HaqCheck is an Ethiopia based fact-checking project that verifies media content from social to the mainstream. We fact-check in English and four local languages, widely spoken in the Horn of Africa.

From Reuters’ misleading report to false images of the war: Weekly summary

False images of Somali and Oromia drought 

A new trend of misinformation is emerging on social media. The trend is sharing old and false images mingled with new images. Recently, there had been false images circulating on social media claiming that they show the ongoing drought in Somali and Oromia Regional States.

There have been many reports that the regional states of Oromia and Somalia are hit by severe drought. Addis Standard recently reported that many woredas in East Showa and Hararghe Zones of Oromia were affected by drought. Furthermore, 6,398 children, 9,078 women, and 2,226 elderly people have faced severe health problems associated with malnutrition due to a drought in the Borana zone of Oromia regional state.  The drought killed 7,540 cattle and some 13,641 cattle are moving around with the assistance of humans because the drought has weakened them. Many people and cattle have also suffered from drought in the Bale zone, Oromia.

Reports regarding the severe drought in the Somali region have also been coming out. According to a report, the drought which affected many woredas has killed thousands of livestock.

Despite the facts,, many old and false images were tracked circulating on social media platforms with claims of the ongoing drought in Oromia and Somali Regional  States.

Here are some of the posts that shared old images claiming to show the drought in Somali and Oromia Regional States.

link to the original image.

The above post shared an old image claiming that a drought in the Bale Zone of Oromia is looming and people are starving due to the emerging drought. But the image is taken from a report published in 2018.

link to the original image.

This post claimed that drought has occurred in Oromia and Somali regions. However, the first picture of the four images in the post is old and was taken from a report regarding drought in Somalia and Kenya.

link to the original image.

This  Facebook post also claimed that drought occurred in the Somali regional state. It shared three images in support of the claim. But, the first image was taken and cropped from an image in a report published in 2019.

Reuters’ misleading state of emergency report

Reuters, on Jan 26, reported that Ethiopia's cabinet approved the lifting of the ongoing state of emergency. The media outlet published a news article titled, “Ethiopia's cabinet approves lifting of the state of emergency.”

On Jan 26, Ethiopia’s Council of Ministers passed a proposal of ending the state of emergency declared in November last year to be submitted to the House of Peoples’ Representatives (HPR) for approval. Following the statement, Reuters came out with a news article that Ethiopia's cabinet of ministers lifted the state of emergency.

It is true that the Council of Ministers approved a proposal to end the state of emergency.
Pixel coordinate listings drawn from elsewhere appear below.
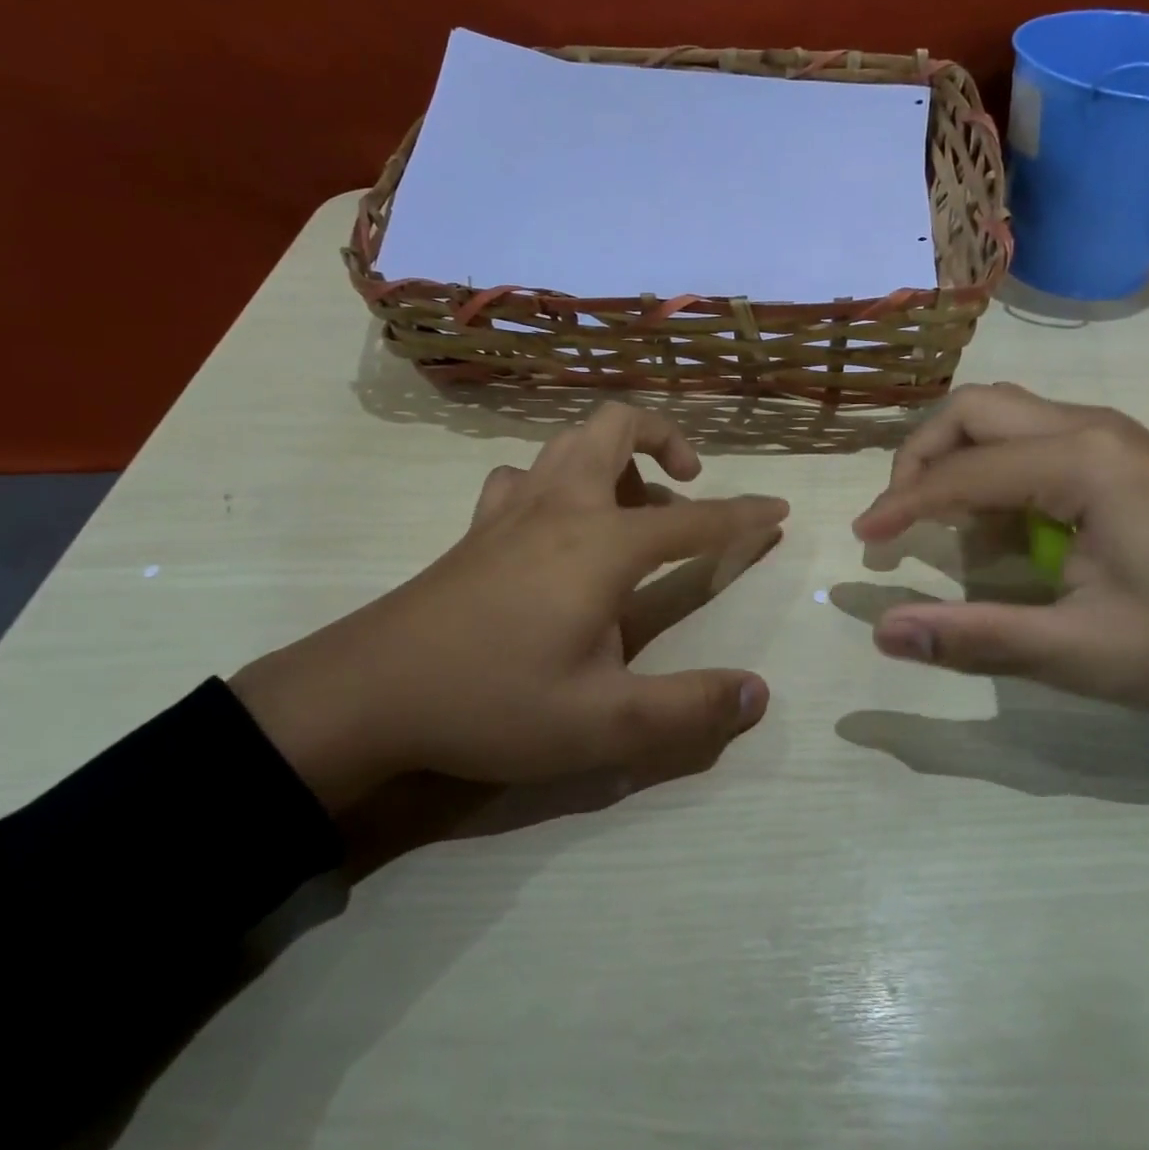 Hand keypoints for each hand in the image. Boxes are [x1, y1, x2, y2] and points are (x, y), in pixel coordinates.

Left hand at [232, 403, 787, 811]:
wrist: (371, 693)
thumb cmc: (494, 700)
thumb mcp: (604, 723)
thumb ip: (689, 711)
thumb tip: (759, 694)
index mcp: (603, 544)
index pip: (696, 520)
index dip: (744, 516)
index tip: (778, 511)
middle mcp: (563, 506)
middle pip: (617, 426)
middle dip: (665, 437)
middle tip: (688, 480)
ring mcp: (513, 509)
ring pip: (568, 442)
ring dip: (612, 455)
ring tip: (630, 506)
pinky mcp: (477, 526)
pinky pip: (523, 476)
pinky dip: (554, 481)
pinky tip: (554, 523)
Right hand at [852, 383, 1148, 730]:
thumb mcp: (1083, 653)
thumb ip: (977, 637)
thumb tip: (883, 633)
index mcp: (1083, 461)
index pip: (962, 470)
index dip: (902, 504)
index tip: (863, 541)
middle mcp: (1090, 427)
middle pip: (975, 410)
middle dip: (922, 456)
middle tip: (898, 517)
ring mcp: (1109, 437)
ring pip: (1001, 416)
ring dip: (955, 458)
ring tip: (937, 520)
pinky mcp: (1118, 457)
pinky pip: (1030, 439)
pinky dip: (991, 469)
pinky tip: (996, 524)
But the cabinet has no legal mandate to lift it by a decision without the approval of the HPR. Hence, the cabinet sends the proposal to the HPR for ratification.

The sub-article two of article 11 of the proclamation of the state of emergency declared on Nov 2, 2021, states that the HPR can lift the state of emergency ahead of its expiration.
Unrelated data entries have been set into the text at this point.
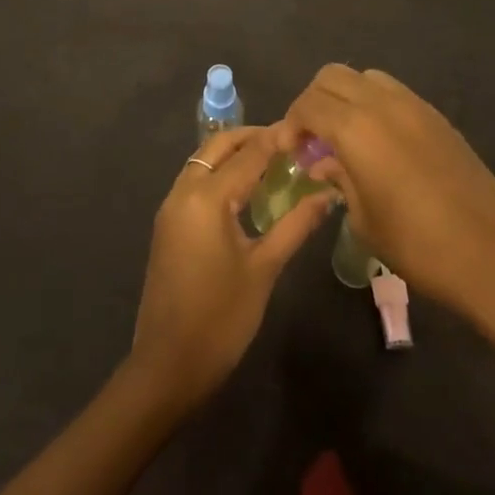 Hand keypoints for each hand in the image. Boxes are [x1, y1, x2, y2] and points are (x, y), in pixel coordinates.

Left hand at [129, 124, 334, 409]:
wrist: (167, 365)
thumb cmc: (221, 318)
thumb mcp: (264, 269)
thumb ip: (295, 225)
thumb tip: (327, 195)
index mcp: (207, 198)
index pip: (248, 154)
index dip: (277, 140)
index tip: (304, 129)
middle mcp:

Therefore, HaqCheck fact-checked the claim and found it MISLEADING.

False images of alleged fresh skirmishes between Tigray and Afar forces

There were also false images on social media, particularly Facebook, supposed to be supporting claims of the fresh fighting between TPLF forces and Afar regional armed forces.

Facebook post was shared more than 50 times since it was published on January 25, 2022, on a page with more than 62,560 followers, which mostly features pro-Afar content. The post generated 1,200 reactions. A picture attached in the post shows a bulk of ammunition. Written in Amharic, the caption reported that Afar troops recently seized firearms from Tigrayan forces. 

“The Afar are receiving the weapons the Junta is handing over,” reads part of the caption. Junta refers to the Tigrayan forces, while Afar is a neighboring region, which allies with the federal government against Tigrayan troops.

 

However, HaqCheck confirmed that the image shows weapons recovered by the African Union Mission in Somalia (AMISOM) in August 2014. Even though the image shows ammunition, it is old and unrelated to the recent conflict in northern Ethiopia. Therefore, HaqCheck rated the post-FALSE. 

Recommendations

HaqCheck recommends international media outlets be careful and accurate while reporting. They should also offer readers a rational and professional explanation of the subject under discussion rather than leaving readers in the dark. They should abstain from misinforming audiences by making misleading and inaccurate headlines of news articles. They should avoid ambiguity.

We observed social media influencers and content creators sharing false images mixed up with new pictures. This makes it hard for users to identify the false from the true images. Using false images also undermines the truth on the ground. Thus, they should be responsible and abstain from sharing false and unauthenticated images and information.

Social media users should question the authenticity of the information before they read and share it with others.  They should be conscious of the origin and intention of unverified information posted on social media platforms and spot out trustable pages and sources to grasp the crux of the issue.

As we always do, we recommend the government provide sufficient and up-to-date information to the public and to the media. Disinformation and information disorder intensifies during times of shortage of information.